I have a problem and it hurts. But maybe I am too sensitive. I am a nice guy, but I often notice that people are not comfortable with me. For example, in a group, the person speaking seems to avoid eye contact with me, focussing instead on the other people in the group. This makes me feel left out and ignored. Why do you think this happens?
Dear Contact Hungry,
This is an interesting problem and I am pondering it at the moment. You say people ignore you in groups. Is it possible that you are ignorable, that people don’t think you are worth talking to, that they are no more interested in addressing you than they would an gnat?
That, of course, is not necessarily the case. What you want, my friend, is attention. You are an attention whore! You want to be the center of attention, as if you were the only important one in the group. Get over it!
What you might do to maybe alter their perceptions of you as someone who makes them uneasy is to smile at them. When someone is speaking, smile, and don’t let up. Eventually someone will see you and wonder what you are smiling at, and then chances are they will acknowledge your presence and you won’t feel so darn left out.

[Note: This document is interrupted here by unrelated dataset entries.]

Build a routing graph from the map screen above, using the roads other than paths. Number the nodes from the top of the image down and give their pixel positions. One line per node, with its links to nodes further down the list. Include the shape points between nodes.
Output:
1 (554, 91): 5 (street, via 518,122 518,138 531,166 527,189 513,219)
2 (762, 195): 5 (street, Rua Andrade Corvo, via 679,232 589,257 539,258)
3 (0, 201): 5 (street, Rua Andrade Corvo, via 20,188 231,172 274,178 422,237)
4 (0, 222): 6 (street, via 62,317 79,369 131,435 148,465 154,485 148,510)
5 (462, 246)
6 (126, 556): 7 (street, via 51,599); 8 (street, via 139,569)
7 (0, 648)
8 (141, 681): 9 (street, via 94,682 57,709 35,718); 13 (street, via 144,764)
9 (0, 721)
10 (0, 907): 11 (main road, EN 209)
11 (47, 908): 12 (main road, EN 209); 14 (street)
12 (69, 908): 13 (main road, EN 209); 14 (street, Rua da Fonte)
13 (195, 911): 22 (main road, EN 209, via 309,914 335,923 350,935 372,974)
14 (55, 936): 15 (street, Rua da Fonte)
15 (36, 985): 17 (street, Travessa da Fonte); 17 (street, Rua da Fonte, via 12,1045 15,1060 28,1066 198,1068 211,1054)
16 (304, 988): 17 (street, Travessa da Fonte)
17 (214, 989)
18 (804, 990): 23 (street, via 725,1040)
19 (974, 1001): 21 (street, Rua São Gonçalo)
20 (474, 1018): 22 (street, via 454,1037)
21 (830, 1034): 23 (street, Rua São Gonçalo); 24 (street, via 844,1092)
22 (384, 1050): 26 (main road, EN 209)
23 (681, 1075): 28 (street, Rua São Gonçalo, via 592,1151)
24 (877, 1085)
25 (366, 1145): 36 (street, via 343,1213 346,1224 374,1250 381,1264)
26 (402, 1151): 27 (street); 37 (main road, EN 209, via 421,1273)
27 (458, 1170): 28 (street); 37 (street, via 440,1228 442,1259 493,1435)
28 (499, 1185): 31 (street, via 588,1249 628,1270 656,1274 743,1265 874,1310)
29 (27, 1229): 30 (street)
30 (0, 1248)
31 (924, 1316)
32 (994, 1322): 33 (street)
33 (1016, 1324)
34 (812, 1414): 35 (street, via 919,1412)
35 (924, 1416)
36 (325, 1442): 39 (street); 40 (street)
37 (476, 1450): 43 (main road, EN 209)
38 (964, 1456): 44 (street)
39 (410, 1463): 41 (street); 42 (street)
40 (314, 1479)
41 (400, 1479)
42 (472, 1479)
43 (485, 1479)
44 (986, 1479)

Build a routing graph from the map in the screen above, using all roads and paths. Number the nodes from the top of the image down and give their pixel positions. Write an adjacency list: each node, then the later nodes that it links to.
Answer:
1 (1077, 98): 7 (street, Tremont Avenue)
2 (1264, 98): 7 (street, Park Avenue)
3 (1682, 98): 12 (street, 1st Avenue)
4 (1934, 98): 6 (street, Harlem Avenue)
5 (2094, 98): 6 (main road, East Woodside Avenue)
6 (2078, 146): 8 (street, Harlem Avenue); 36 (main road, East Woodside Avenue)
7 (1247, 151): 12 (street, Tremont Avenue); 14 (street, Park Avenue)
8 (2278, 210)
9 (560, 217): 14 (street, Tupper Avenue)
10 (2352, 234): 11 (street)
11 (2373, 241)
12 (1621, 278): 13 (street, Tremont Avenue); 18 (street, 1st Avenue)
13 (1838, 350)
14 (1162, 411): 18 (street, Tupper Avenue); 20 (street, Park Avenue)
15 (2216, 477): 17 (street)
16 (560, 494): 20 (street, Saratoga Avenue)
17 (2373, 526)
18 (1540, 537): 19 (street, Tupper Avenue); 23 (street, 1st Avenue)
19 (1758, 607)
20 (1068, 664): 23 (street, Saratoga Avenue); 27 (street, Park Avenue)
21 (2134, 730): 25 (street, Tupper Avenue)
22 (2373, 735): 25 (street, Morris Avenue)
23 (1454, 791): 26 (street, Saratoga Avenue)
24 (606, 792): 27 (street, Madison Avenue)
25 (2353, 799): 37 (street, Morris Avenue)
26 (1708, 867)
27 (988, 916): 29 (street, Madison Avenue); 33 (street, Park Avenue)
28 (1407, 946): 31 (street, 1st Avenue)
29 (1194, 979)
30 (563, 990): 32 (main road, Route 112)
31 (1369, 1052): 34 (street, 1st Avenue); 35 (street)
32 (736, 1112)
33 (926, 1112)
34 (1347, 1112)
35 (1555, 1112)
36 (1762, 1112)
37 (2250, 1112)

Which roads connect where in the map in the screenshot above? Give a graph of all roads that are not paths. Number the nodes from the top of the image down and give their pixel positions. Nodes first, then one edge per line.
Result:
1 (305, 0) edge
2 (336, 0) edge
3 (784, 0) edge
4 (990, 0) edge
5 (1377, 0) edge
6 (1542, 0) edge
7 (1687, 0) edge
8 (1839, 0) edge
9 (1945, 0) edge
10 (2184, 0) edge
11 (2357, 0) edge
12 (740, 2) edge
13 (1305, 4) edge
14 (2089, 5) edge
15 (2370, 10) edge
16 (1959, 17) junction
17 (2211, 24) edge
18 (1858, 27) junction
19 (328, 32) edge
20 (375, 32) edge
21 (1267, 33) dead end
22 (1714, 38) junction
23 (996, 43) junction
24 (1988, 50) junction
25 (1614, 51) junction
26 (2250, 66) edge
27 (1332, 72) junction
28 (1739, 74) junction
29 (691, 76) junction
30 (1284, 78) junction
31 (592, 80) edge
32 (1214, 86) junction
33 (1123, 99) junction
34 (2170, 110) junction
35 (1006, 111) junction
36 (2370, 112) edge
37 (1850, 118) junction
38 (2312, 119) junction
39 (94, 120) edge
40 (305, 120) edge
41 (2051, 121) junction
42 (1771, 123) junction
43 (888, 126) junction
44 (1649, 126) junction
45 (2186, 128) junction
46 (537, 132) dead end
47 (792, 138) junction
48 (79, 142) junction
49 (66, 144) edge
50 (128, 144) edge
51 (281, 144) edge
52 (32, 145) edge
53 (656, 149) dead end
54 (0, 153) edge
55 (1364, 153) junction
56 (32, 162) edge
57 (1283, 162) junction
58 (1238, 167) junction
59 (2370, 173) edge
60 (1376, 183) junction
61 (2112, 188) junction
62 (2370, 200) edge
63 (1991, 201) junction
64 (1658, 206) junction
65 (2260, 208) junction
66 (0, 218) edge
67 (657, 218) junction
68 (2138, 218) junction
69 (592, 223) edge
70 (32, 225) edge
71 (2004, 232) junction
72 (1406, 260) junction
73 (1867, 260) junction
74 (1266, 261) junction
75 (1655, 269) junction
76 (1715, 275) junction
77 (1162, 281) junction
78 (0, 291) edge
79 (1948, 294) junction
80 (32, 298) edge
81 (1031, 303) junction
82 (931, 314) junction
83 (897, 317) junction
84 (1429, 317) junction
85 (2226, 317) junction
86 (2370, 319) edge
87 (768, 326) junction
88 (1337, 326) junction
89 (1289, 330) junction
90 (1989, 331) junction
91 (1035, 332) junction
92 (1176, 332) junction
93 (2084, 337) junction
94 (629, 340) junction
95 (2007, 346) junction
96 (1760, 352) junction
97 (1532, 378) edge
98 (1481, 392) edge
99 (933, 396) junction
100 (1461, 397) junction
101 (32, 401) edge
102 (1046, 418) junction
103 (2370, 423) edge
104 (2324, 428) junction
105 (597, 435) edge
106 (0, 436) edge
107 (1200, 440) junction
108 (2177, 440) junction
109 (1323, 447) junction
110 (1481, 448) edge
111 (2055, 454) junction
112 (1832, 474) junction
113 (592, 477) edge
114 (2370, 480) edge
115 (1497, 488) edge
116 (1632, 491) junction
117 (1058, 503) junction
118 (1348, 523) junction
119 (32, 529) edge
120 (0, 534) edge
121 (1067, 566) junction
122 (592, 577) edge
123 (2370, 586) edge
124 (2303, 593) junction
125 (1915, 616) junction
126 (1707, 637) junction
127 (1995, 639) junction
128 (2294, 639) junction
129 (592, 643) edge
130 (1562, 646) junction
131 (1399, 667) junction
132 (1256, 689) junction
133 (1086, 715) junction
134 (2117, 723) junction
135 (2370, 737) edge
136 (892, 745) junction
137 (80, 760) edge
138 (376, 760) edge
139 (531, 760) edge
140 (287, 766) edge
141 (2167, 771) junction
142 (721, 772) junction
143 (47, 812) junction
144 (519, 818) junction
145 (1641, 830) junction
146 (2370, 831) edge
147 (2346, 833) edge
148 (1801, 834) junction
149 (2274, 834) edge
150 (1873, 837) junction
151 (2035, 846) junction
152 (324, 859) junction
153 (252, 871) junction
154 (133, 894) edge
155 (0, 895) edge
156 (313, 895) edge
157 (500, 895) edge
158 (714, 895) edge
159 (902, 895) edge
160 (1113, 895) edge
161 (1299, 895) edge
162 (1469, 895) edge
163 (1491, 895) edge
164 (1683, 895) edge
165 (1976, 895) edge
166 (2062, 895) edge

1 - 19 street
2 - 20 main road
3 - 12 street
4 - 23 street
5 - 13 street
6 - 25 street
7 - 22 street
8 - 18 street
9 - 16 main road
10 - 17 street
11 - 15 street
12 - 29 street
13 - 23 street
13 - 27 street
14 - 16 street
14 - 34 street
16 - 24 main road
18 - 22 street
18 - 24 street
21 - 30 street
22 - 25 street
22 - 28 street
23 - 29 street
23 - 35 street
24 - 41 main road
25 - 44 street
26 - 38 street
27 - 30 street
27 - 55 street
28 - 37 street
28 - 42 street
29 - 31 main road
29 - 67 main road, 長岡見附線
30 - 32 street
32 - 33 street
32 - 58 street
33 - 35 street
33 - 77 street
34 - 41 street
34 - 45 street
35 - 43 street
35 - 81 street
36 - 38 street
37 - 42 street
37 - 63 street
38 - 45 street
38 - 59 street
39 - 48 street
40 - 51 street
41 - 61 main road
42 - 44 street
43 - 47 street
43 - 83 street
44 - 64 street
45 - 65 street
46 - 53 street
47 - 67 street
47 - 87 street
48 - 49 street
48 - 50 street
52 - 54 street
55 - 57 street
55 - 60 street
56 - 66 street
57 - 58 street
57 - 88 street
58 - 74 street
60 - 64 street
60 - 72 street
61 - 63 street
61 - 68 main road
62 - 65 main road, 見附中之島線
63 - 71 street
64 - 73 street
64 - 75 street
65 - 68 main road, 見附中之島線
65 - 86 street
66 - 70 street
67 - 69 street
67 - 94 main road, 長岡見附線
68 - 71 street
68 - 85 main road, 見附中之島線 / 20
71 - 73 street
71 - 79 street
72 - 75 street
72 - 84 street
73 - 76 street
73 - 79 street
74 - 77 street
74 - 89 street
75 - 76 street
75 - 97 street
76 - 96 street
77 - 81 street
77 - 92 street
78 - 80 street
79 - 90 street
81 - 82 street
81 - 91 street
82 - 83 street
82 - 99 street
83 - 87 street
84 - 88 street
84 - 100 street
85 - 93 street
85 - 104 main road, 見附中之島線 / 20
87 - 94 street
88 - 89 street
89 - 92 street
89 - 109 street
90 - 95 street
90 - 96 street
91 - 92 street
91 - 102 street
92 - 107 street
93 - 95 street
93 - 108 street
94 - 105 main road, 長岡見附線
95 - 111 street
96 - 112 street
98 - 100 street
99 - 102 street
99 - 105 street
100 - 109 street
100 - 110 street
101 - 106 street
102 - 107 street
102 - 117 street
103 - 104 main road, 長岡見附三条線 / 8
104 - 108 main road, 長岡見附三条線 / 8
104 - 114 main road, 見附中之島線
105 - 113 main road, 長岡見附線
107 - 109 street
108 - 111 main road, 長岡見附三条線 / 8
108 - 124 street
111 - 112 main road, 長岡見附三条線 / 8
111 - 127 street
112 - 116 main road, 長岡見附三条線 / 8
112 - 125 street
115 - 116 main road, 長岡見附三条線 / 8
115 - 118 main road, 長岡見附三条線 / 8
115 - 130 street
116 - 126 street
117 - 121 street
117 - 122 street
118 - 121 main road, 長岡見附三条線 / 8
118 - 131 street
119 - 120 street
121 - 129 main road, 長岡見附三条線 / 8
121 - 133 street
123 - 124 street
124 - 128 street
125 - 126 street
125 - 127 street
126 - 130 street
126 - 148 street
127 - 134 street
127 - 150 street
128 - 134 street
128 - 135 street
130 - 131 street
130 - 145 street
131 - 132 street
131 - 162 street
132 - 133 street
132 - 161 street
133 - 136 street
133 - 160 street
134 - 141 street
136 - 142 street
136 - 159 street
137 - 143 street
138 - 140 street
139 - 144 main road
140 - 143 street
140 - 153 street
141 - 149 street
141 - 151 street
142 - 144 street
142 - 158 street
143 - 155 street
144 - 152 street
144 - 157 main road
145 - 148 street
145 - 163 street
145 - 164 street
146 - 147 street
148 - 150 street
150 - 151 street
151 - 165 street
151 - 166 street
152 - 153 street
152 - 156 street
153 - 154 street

They might even come to think of you as a nice, pleasant fellow, not the maniac they would do their best to avoid in all circumstances.
You could also try to talk up, not letting anyone else get a word in edgewise, which would make you their focus, like it or not, at least for the period of time they could bear it. Then it is likely they would never want to speak to you again. But maybe it would be worth it nevertheless. That is a decision you will have to make for yourself. Even I cannot do it for you.
I am almost sure this helped.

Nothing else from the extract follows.